なおバーの握り幅が広すぎるのは反則。左右の人差し指の間で最大81cmとなっています。
デッドリフト
デッドリフトは、床に置かれたバーベルをしゃがんで持ち、直立姿勢まで引き上げる競技。主に背中と腰で引く力を競います。
①背中を曲げて床上のバーを両手で握る
②背中を起こしてバーを直立姿勢まで引き上げ、膝を伸ばして肩を後方に返す
③主審の「ダウン」の合図で、バーを床へ戻す
直立姿勢まで引き上げ、主審の合図までキープすることができなければ失敗となります。
【パワーリフティング】出場条件と階級
パワーリフティングは持ち上げる重さを競う競技ですから、体重が重い選手の方が極端に有利。
そこで重量挙げと同じように体重による階級があります。
また大きな大会は誰でも参加できるわけではありません。
出場条件
小さな大会には出場条件がないものもありますが、大きな大会には出場資格を得るための標準記録が存在します。

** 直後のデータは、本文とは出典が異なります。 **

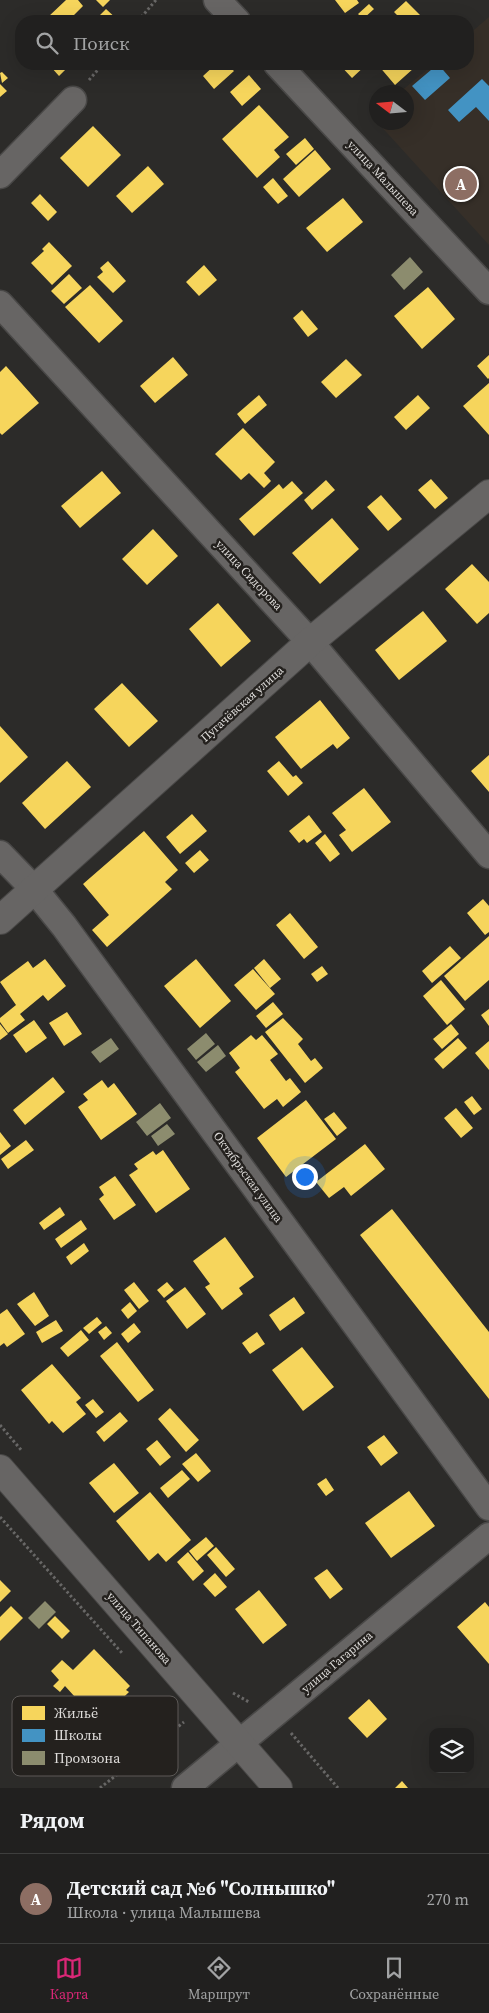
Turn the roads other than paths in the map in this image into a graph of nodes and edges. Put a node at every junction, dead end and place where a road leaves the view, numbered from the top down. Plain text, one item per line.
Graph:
1 (217, 0) edge
2 (231, 15) edge
3 (283, 70) edge
4 (73, 100) dead end
5 (0, 174) edge
6 (489, 292) edge
7 (0, 304) edge
8 (489, 494) edge
9 (310, 642) junction
10 (486, 846) edge
11 (0, 854) edge
12 (34, 889) junction
13 (0, 920) edge
14 (0, 1469) edge
15 (489, 1506) edge
16 (489, 1536) edge
17 (240, 1743) junction
18 (185, 1788) edge
19 (278, 1788) edge

1 - 2 street
3 - 6 street, улица Малышева
4 - 5 street
7 - 9 street, улица Сидорова
8 - 9 street, Пугачёвская улица
9 - 10 street, улица Сидорова
9 - 12 street, Пугачёвская улица
11 - 12 street, Октябрьская улица
12 - 13 street, Пугачёвская улица
12 - 15 street, Октябрьская улица
14 - 17 street, улица Типанова
16 - 17 street, улица Гагарина
17 - 18 street, улица Гагарина
17 - 19 street, улица Типанова

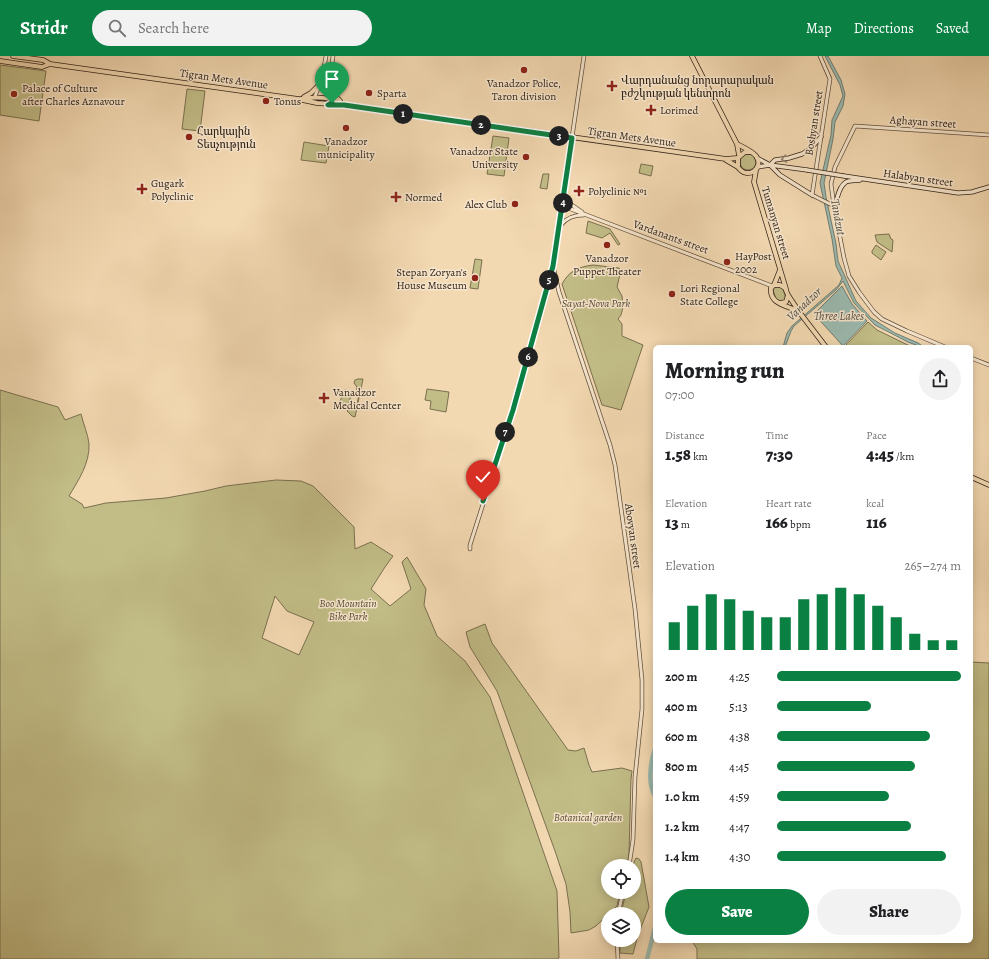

例えば全日本クラスの大会なら、JPA(日本パワーリフティング協会)が設定した標準記録を過去1年以内に突破していることが条件。
この標準記録は特に申請の必要はなく、地方大会に出場すればその公式記録が標準記録として適用されます。
年齢区分
パワーリフティングの大会には年齢区分があり、シニアの大会以外は該当する年齢のものに参加することになります。
シニア:全ての選手(年齢不問)
サブジュニア:18歳まで
ジュニア:19歳〜23歳
マスターズI:40歳〜49歳
マスターズII:50歳〜59歳
マスターズIII:60歳〜69歳
マスターズIV:70歳以上
体重別階級
パワーリフティングの体重による階級区分は男女別に定められています。
階級は大会当日の計量によって決定。
階級が上がれば持ち上げられる重量も大きく増えるため、多くの競技者は少しでも下の階級に留まるため、大会直前に苛酷な減量をすることになります。
男子(8階級)
59kg級:59kg以下
66kg級:59.01kg〜66.00kg
74kg級:66.01kg〜74.00kg
83kg級:74.01kg〜83.00kg
93kg級:83.01kg〜93.00kg
105kg級:93.01kg〜105.00kg
120kg級:105.01kg〜120.00kg
120kg超:120.01kg以上
女子(7階級)
47kg級:47 kg以下
52kg級:47.01kg〜52.00kg
57kg級:52.01kg〜57.00kg
63kg級:57.01kg〜63.00kg
72kg級:63.01kg〜72.00kg
84kg級:72.01kg〜84.00kg
84kg超:84.01kg以上
なお年齢区分のサブジュニアとジュニアには、男子53kg級と女子43kg級が追加されます。
まとめ
パワーリフティングは「地球上で最も筋力を必要とするスポーツ」。
ウェイトリフティングが技術を必要とするのに比べて、単純に筋力だけを競い合います。
世界最高の力自慢大会にぜひご注目ください。